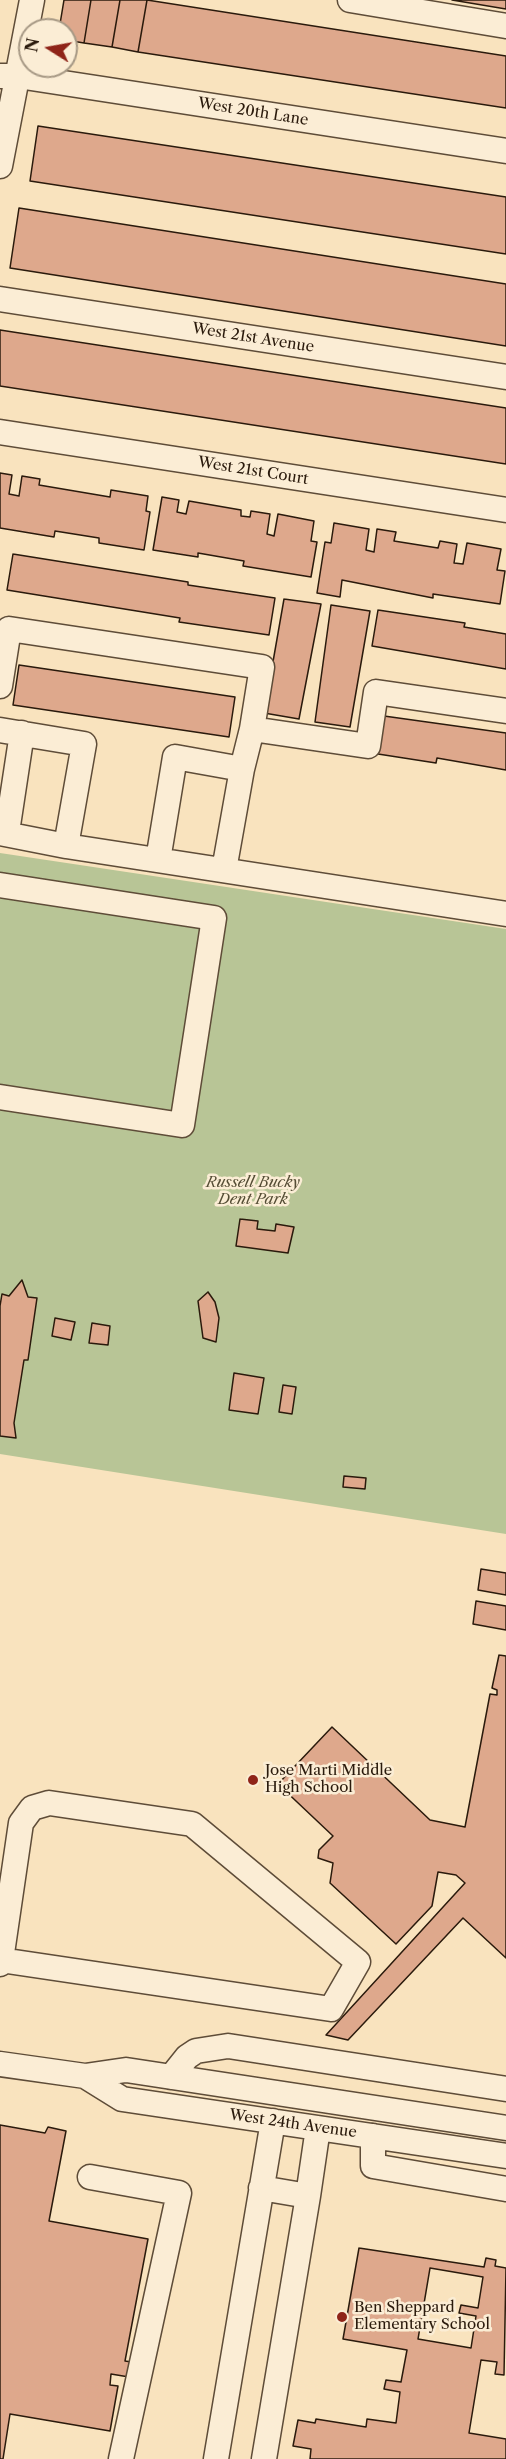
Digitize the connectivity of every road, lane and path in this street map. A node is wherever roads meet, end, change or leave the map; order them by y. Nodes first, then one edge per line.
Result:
1 (32, 0) edge
2 (350, 0) edge
3 (506, 26) edge
4 (9, 76) edge
5 (506, 151) edge
6 (0, 166) edge
7 (0, 299) edge
8 (506, 377) edge
9 (0, 432) edge
10 (506, 510) edge
11 (0, 686) edge
12 (506, 711) edge
13 (252, 729) junction
14 (11, 732) edge
15 (242, 769) junction
16 (2, 831) edge
17 (66, 846) junction
18 (158, 860) junction
19 (224, 870) junction
20 (0, 885) edge
21 (506, 914) edge
22 (0, 1097) edge
23 (0, 1962) edge
24 (0, 2064) edge
25 (85, 2076) junction
26 (171, 2077) junction
27 (506, 2089) edge
28 (273, 2121) junction
29 (318, 2128) junction
30 (506, 2128) edge
31 (373, 2136) junction
32 (506, 2156) edge
33 (90, 2177) dead end
34 (261, 2188) junction
35 (506, 2189) edge
36 (308, 2196) junction
37 (121, 2459) edge
38 (216, 2459) edge
39 (264, 2459) edge

1 - 4 street
2 - 3 street
4 - 5 street, West 20th Lane
4 - 6 street
7 - 8 street, West 21st Avenue
9 - 10 street, West 21st Court
11 - 13 street
12 - 13 street
13 - 15 street
14 - 16 street
14 - 17 street
15 - 18 street
15 - 19 street
16 - 17 street
17 - 18 street
18 - 19 street
19 - 21 street
20 - 22 street
23 - 23 street
24 - 25 street, West 24th Avenue
25 - 26 street, West 24th Avenue
25 - 28 street, West 24th Avenue
26 - 27 street
26 - 30 street, West 24th Avenue
28 - 29 street, West 24th Avenue
28 - 34 street
29 - 31 street, West 24th Avenue
29 - 36 street
31 - 32 street, West 24th Avenue
31 - 35 street
33 - 37 street
34 - 36 street
34 - 38 street
36 - 39 street

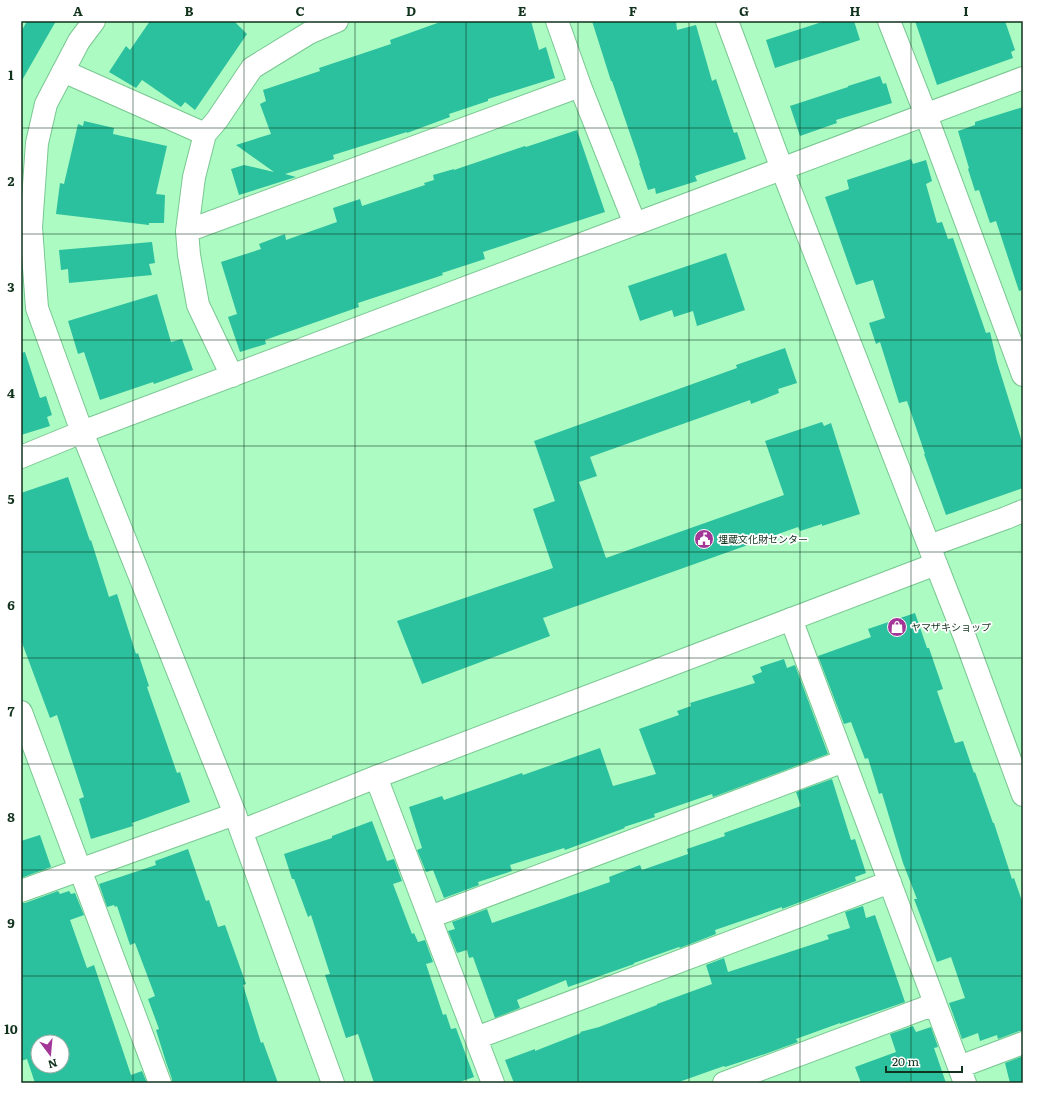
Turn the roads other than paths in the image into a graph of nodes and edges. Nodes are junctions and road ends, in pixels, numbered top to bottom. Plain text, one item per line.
1 (94, 21) edge
2 (337, 21) edge
3 (557, 21) edge
4 (727, 21) edge
5 (889, 21) edge
6 (63, 71) junction
7 (1023, 78) edge
8 (580, 86) junction
9 (926, 115) junction
10 (205, 134) junction
11 (29, 141) edge
12 (782, 169) junction
13 (635, 224) junction
14 (187, 231) junction
15 (1023, 375) edge
16 (232, 376) junction
17 (82, 432) junction
18 (21, 457) edge
19 (1023, 511) edge
20 (933, 555) junction
21 (791, 619) junction
22 (21, 712) edge
23 (844, 761) junction
24 (376, 777) junction
25 (1023, 795) edge
26 (238, 822) junction
27 (80, 870) junction
28 (890, 882) junction
29 (21, 891) edge
30 (430, 917) junction
31 (935, 1004) junction
32 (476, 1038) junction
33 (1023, 1043) edge
34 (962, 1075) edge
35 (160, 1083) edge
36 (333, 1083) edge
37 (493, 1083) edge
38 (724, 1083) edge

1 - 6 street
2 - 10 street
3 - 8 street
4 - 12 street
5 - 9 street
6 - 10 street
6 - 11 street
7 - 9 street
8 - 13 street
8 - 14 street
9 - 12 street
9 - 15 street
10 - 14 street
11 - 17 street
12 - 13 street
12 - 20 street
13 - 16 street
14 - 16 street
16 - 17 street
17 - 18 street
17 - 26 street
19 - 20 street
20 - 21 street
20 - 25 street
21 - 23 street
21 - 24 street
22 - 27 street
23 - 28 street
23 - 30 street
24 - 26 street
24 - 30 street
26 - 27 street
26 - 36 street
27 - 29 street
27 - 35 street
28 - 31 street
28 - 32 street
30 - 32 street
31 - 34 street
31 - 38 street
32 - 37 street
33 - 34 street

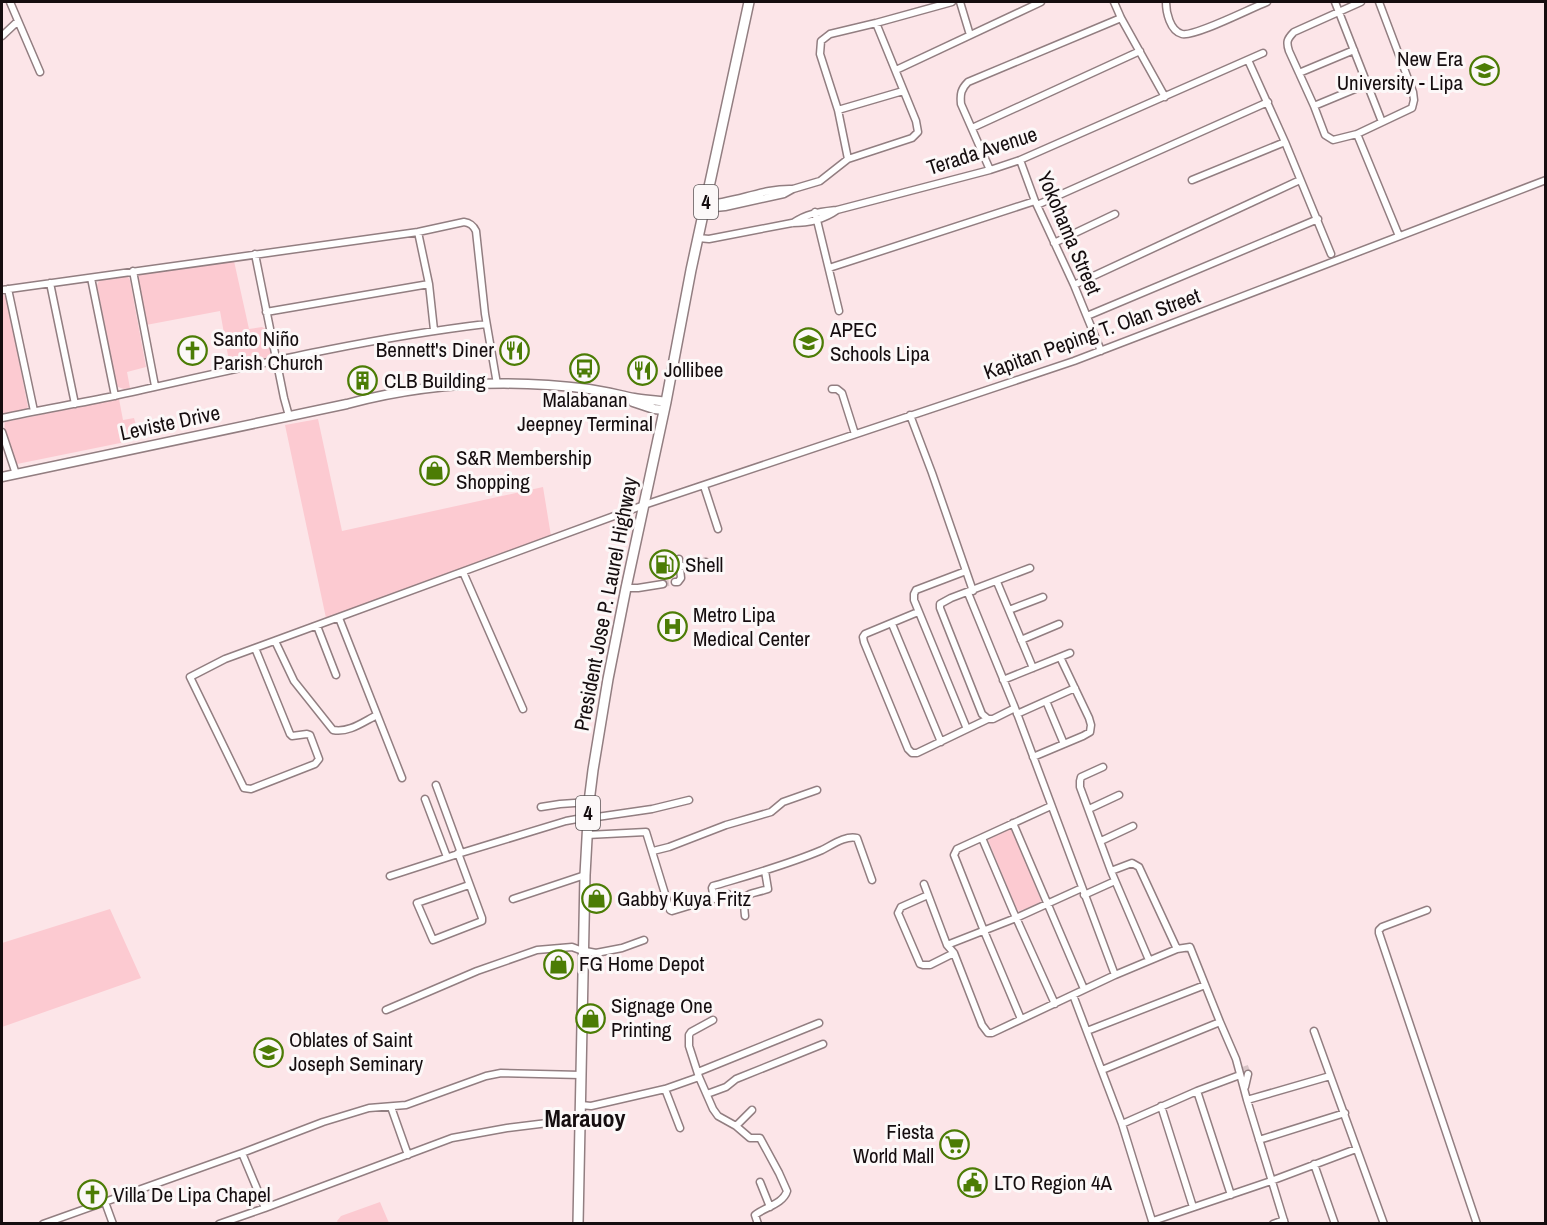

◆ **Exercise directions**:
Omit the pictures. Repeat the rest of the data exactly.

◆ **Written answer**:
Digitize the connectivity of every road, lane and path in this street map. A node is wherever roads meet, end, change or leave the map; order them by y. Nodes first, then one edge per line.
Result:
1 (32, 0) edge
2 (350, 0) edge
3 (506, 26) edge
4 (9, 76) edge
5 (506, 151) edge
6 (0, 166) edge
7 (0, 299) edge
8 (506, 377) edge
9 (0, 432) edge
10 (506, 510) edge
11 (0, 686) edge
12 (506, 711) edge
13 (252, 729) junction
14 (11, 732) edge
15 (242, 769) junction
16 (2, 831) edge
17 (66, 846) junction
18 (158, 860) junction
19 (224, 870) junction
20 (0, 885) edge
21 (506, 914) edge
22 (0, 1097) edge
23 (0, 1962) edge
24 (0, 2064) edge
25 (85, 2076) junction
26 (171, 2077) junction
27 (506, 2089) edge
28 (273, 2121) junction
29 (318, 2128) junction
30 (506, 2128) edge
31 (373, 2136) junction
32 (506, 2156) edge
33 (90, 2177) dead end
34 (261, 2188) junction
35 (506, 2189) edge
36 (308, 2196) junction
37 (121, 2459) edge
38 (216, 2459) edge
39 (264, 2459) edge

1 - 4 street
2 - 3 street
4 - 5 street, West 20th Lane
4 - 6 street
7 - 8 street, West 21st Avenue
9 - 10 street, West 21st Court
11 - 13 street
12 - 13 street
13 - 15 street
14 - 16 street
14 - 17 street
15 - 18 street
15 - 19 street
16 - 17 street
17 - 18 street
18 - 19 street
19 - 21 street
20 - 22 street
23 - 23 street
24 - 25 street, West 24th Avenue
25 - 26 street, West 24th Avenue
25 - 28 street, West 24th Avenue
26 - 27 street
26 - 30 street, West 24th Avenue
28 - 29 street, West 24th Avenue
28 - 34 street
29 - 31 street, West 24th Avenue
29 - 36 street
31 - 32 street, West 24th Avenue
31 - 35 street
33 - 37 street
34 - 36 street
34 - 38 street
36 - 39 street

Turn the roads other than paths in the image into a graph of nodes and edges. Nodes are junctions and road ends, in pixels, numbered top to bottom. Plain text, one item per line.
1 (94, 21) edge
2 (337, 21) edge
3 (557, 21) edge
4 (727, 21) edge
5 (889, 21) edge
6 (63, 71) junction
7 (1023, 78) edge
8 (580, 86) junction
9 (926, 115) junction
10 (205, 134) junction
11 (29, 141) edge
12 (782, 169) junction
13 (635, 224) junction
14 (187, 231) junction
15 (1023, 375) edge
16 (232, 376) junction
17 (82, 432) junction
18 (21, 457) edge
19 (1023, 511) edge
20 (933, 555) junction
21 (791, 619) junction
22 (21, 712) edge
23 (844, 761) junction
24 (376, 777) junction
25 (1023, 795) edge
26 (238, 822) junction
27 (80, 870) junction
28 (890, 882) junction
29 (21, 891) edge
30 (430, 917) junction
31 (935, 1004) junction
32 (476, 1038) junction
33 (1023, 1043) edge
34 (962, 1075) edge
35 (160, 1083) edge
36 (333, 1083) edge
37 (493, 1083) edge
38 (724, 1083) edge

1 - 6 street
2 - 10 street
3 - 8 street
4 - 12 street
5 - 9 street
6 - 10 street
6 - 11 street
7 - 9 street
8 - 13 street
8 - 14 street
9 - 12 street
9 - 15 street
10 - 14 street
11 - 17 street
12 - 13 street
12 - 20 street
13 - 16 street
14 - 16 street
16 - 17 street
17 - 18 street
17 - 26 street
19 - 20 street
20 - 21 street
20 - 25 street
21 - 23 street
21 - 24 street
22 - 27 street
23 - 28 street
23 - 30 street
24 - 26 street
24 - 30 street
26 - 27 street
26 - 36 street
27 - 29 street
27 - 35 street
28 - 31 street
28 - 32 street
30 - 32 street
31 - 34 street
31 - 38 street
32 - 37 street
33 - 34 street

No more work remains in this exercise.